The Wafi-Golpu landowners have finally voiced out their support to the National Government on the environmental permit given to mine developers.
The five associations chairmen - Victor Geactuluc (Yanta Development Association), John Nema (Hengambu Landowner Association), Jack Raban (Babuaf Development Corporation) of the Special Mining Lease (SML) area including Joseph Tetang (Wampar Pipeline Association) and Gae Galang (Wagan Outfall Association) - said they want the project to proceed and are asking Morobe Governor Ginson Saonu to desist from any purported court proceedings against the Sate about the deep-sea tailings placement (DSTP).
Saonu, however, said that Morobe’s position still stands. “I will do what is right, just and fair for everyone,” he said.
According to an independent body monitoring and evaluating process for the last four years, the landowners shouldn’t rush into things. The leaders argued that this process may cost Morobe and the provincial government millions of kina and added that the mining forum is the best place to discuss this problem.
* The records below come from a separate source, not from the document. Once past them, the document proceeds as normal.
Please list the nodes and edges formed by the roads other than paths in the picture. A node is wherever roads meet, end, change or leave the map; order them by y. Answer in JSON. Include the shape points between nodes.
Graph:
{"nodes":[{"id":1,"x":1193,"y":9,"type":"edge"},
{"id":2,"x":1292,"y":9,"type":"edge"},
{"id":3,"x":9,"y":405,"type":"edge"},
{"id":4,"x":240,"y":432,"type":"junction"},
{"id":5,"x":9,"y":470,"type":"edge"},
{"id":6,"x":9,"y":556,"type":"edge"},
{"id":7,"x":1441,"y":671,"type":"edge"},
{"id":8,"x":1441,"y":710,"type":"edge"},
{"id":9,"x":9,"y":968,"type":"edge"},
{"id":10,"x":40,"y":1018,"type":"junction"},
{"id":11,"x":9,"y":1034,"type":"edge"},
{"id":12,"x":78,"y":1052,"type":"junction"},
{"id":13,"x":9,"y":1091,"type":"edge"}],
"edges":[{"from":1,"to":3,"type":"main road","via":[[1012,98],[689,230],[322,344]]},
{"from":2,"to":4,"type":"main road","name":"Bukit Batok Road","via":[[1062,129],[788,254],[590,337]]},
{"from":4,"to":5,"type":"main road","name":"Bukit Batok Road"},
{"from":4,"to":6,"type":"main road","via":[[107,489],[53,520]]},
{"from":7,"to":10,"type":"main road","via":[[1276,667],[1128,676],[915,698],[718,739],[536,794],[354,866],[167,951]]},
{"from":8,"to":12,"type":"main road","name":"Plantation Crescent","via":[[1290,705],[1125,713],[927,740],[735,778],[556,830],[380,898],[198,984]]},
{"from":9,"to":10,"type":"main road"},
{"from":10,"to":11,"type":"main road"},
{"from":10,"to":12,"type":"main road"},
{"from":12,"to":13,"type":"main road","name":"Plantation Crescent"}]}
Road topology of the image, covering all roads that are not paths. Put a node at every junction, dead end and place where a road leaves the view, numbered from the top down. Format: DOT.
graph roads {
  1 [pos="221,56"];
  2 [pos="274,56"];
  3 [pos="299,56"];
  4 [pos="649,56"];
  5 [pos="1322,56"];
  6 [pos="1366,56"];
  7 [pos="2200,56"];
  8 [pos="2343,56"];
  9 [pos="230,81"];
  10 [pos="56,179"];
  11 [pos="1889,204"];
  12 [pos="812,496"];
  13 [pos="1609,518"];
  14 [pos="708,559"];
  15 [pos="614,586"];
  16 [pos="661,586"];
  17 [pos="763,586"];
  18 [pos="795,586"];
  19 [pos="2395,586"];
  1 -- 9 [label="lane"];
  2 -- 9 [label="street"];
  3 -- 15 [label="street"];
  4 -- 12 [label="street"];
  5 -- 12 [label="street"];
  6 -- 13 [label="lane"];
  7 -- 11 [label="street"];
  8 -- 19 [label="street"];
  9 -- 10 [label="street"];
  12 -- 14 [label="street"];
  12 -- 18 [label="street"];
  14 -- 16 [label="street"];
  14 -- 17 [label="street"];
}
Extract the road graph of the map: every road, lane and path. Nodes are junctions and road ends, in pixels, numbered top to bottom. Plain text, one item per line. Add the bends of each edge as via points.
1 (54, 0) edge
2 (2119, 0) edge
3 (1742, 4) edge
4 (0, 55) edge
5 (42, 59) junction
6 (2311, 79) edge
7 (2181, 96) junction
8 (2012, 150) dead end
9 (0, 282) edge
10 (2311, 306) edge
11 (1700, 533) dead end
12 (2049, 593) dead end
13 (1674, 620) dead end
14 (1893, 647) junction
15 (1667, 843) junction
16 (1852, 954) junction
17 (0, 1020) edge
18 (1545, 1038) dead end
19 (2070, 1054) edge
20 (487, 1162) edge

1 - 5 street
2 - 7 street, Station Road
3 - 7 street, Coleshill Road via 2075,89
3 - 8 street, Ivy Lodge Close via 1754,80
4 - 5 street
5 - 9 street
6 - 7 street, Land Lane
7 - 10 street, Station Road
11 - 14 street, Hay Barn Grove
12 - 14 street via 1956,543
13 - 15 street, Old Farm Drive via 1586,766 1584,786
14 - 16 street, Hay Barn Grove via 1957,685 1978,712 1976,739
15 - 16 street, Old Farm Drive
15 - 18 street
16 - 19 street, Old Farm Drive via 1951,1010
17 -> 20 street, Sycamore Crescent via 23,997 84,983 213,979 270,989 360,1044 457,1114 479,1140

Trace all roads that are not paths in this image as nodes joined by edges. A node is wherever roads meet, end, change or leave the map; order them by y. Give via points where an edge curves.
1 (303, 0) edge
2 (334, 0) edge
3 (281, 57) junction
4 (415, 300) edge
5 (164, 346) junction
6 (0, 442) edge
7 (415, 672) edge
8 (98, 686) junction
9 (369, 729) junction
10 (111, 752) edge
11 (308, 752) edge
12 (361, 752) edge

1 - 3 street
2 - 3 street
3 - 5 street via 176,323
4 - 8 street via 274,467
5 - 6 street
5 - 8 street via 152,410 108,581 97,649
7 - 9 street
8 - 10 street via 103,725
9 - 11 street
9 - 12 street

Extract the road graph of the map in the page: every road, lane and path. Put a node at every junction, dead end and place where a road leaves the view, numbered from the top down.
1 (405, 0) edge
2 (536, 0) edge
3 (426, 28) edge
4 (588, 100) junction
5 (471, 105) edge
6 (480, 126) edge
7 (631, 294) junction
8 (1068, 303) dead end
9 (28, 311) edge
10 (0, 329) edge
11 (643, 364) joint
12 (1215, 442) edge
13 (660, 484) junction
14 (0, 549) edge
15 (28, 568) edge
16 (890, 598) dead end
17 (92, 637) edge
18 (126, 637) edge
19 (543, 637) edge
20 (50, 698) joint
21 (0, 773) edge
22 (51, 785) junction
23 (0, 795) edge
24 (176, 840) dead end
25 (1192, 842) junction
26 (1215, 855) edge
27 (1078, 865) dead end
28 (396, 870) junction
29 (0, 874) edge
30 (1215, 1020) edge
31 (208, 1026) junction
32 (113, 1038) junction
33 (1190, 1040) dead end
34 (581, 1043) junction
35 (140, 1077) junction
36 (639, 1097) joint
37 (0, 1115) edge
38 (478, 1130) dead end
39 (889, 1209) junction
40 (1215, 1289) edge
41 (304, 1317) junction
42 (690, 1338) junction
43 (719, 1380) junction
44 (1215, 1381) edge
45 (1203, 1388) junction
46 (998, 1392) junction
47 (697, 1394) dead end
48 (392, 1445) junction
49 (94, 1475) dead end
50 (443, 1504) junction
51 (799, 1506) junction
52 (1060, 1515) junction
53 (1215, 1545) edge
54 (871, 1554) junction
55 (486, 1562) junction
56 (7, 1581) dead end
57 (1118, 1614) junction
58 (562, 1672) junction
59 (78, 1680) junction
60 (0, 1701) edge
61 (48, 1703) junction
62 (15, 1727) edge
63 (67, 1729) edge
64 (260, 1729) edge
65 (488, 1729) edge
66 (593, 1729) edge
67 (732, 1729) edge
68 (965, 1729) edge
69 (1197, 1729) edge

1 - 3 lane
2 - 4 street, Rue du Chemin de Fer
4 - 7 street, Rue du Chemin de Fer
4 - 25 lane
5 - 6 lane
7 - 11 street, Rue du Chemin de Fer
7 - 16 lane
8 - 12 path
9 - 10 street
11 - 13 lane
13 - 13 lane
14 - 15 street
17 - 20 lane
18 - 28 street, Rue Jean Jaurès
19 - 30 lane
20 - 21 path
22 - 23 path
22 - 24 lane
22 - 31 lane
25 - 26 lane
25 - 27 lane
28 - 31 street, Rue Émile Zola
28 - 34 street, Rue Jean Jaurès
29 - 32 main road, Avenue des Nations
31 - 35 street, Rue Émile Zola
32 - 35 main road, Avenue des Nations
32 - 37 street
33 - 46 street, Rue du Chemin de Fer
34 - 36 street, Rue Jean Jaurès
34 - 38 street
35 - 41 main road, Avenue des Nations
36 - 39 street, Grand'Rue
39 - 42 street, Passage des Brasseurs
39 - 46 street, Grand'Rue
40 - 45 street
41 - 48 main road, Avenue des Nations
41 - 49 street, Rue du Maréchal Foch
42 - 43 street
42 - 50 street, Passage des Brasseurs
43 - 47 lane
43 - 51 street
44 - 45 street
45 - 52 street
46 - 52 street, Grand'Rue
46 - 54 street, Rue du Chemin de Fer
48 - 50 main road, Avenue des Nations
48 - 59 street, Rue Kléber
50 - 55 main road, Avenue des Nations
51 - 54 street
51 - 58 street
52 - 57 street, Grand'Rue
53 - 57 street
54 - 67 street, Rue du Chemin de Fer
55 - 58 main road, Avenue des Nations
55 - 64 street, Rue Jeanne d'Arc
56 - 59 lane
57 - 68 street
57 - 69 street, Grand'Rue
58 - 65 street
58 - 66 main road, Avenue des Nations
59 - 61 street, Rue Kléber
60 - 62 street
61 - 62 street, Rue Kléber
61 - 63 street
Nema said that he has lost more than 20 of his community members to common natural calamities and lack of basic health services. “I am against the move by our governor to register another court proceeding against the National Government while my people are suffering and dying without seeing any real developments or benefiting from their land,” he said.
Geactuluc said that they don’t support the intention of the governor to take this to court. “We urge the good governor to refrain from wasting his time with his consultants and advisers but instead commit his time and resource to mobilise the SML, Pipeline and Outfall landowners through their associations in preparation for the upcoming Wafi Project MoA,” he said.
For his part, Tetang urged the governor to have a discussion on how he intends to recognise the Huon Gulf coastal communities benefit-sharing instead of fighting a losing arrangement to prevent DSTP. “That is why the developer has chosen DSTP because it is much safer and could not harm the marine resources or the coastal communities based on the research and studies conducted,” he said.